Untuk Madrasah dan sekolah
berasrama di zona hijau dan zona kuning dapat membuka asrama dan melakukan
pembelajaran tatap muka sejak masa transisi. Kapasitas asrama dengan jumlah
peserta didik kurang dari atau sama dengan 100 orang pada masa transisi bulan
pertama adalah 50 persen, bulan kedua 100 persen, kemudian terus dilanjutkan 100
persen pada masa kebiasaan baru. Untuk kapasitas asrama dengan jumlah peserta
didik lebih dari 100 orang, pada masa transisi bulan pertama 25 persen, dan
bulan kedua 50 persen, kemudian memasuki masa kebiasaan baru pada bulan ketiga
75 persen, dan bulan keempat 100 persen.
Ainun menuturkan bahwa
pengawasan yang ketat, baik dari pemerintah pusat, pemerintah daerah, dan
satuan tugas penanganan Covid-19 akan terus dilaksanakan guna memantau
perkembangan implementasi kebijakan ini.
“Kemendikbud, Kemendagri,
Kemenag dan Kemenkes serta Satuan Tugas Penanganan Penyebaran Covid-19 akan
terus melakukan monitoring dan evaluasi secara berkala. Jika ada indikasi tidak
aman atau zonanya berubah warna maka sekolah tersebut wajib ditutup,” tegas
Ainun.
Kurikulum Khusus di Masa
Darurat
Bersamaan dengan dikeluarkannya
Penyesuaian SKB Empat Menteri, Kemendikbud juga meluncurkan kurikulum khusus
untuk pembelajaran di masa darurat.
Kepala Badan Penelitian,
Pengembangan dan Perbukuan (Kabalitbangbuk) Kemendikbud, Totok Suprayitno
mengungkapkan bahwa berdasarkan Surat Edaran Mendikbud Nomor 4 Tahun 2020
tentang Pelaksanaan Kebijakan Pendidikan dalam Masa Darurat Penyebaran Covid-19
telah disebutkan bahwa penuntasan kurikulum tidak diwajibkan.
“Beberapa sekolah yang
sebenarnya sudah mengimplementasikan kurikulum mandiri melalui pengurangan dan
hanya mengambil materi yang esensial.

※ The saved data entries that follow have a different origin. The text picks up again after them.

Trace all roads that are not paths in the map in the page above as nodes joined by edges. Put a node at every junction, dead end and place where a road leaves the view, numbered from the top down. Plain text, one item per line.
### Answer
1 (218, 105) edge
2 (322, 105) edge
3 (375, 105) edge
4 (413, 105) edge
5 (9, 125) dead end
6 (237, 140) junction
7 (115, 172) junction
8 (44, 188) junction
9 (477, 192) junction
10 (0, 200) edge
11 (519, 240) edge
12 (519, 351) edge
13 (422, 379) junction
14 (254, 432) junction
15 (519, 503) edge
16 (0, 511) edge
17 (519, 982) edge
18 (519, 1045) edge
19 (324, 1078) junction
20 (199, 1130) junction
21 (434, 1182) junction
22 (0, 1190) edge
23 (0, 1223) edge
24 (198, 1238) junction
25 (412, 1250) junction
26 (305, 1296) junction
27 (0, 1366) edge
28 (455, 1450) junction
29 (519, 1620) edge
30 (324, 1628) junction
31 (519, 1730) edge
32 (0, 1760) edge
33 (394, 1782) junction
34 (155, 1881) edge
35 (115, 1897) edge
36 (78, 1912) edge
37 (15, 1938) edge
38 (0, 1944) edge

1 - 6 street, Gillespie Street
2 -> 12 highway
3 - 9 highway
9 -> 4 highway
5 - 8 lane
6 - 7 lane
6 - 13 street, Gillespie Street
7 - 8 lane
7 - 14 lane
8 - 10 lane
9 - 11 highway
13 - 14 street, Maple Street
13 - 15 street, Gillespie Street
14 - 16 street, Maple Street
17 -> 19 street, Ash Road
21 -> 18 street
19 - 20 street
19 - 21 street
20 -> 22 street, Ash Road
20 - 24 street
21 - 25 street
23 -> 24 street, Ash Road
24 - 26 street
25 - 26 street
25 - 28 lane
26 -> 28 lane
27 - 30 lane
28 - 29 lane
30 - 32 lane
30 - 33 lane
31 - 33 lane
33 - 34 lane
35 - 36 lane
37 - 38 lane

Inilah yang kami lakukan dalam kurikulum
khusus ini. Namun ini bukan paksaan melainkan pilihan. Jadi ada tiga pilihan
yang bisa diambil yaitu mengikuti kurikulum biasa atau kurikulum khusus atau
kurikulum mandiri,” jelas Totok.
Untuk mengurangi risiko
hilangnya pengalaman belajar, Kemendikbud juga meluncurkan modul. Kebijakan ini
dikeluarkan berdasarkan survei di mana peserta didik jenjang bawah kesulitan
belajar mandiri melalui buku teks. Materi dalam bentuk modul ini mudah dipahami
karena berbasis kegiatan. Modul ini disiapkan bagi peserta didik, pendidik dan
orang tua agar masing-masing memiliki acuan terutama bagi para orang tua agar
tidak mengalami kebingungan dalam mendampingi anak-anak mereka.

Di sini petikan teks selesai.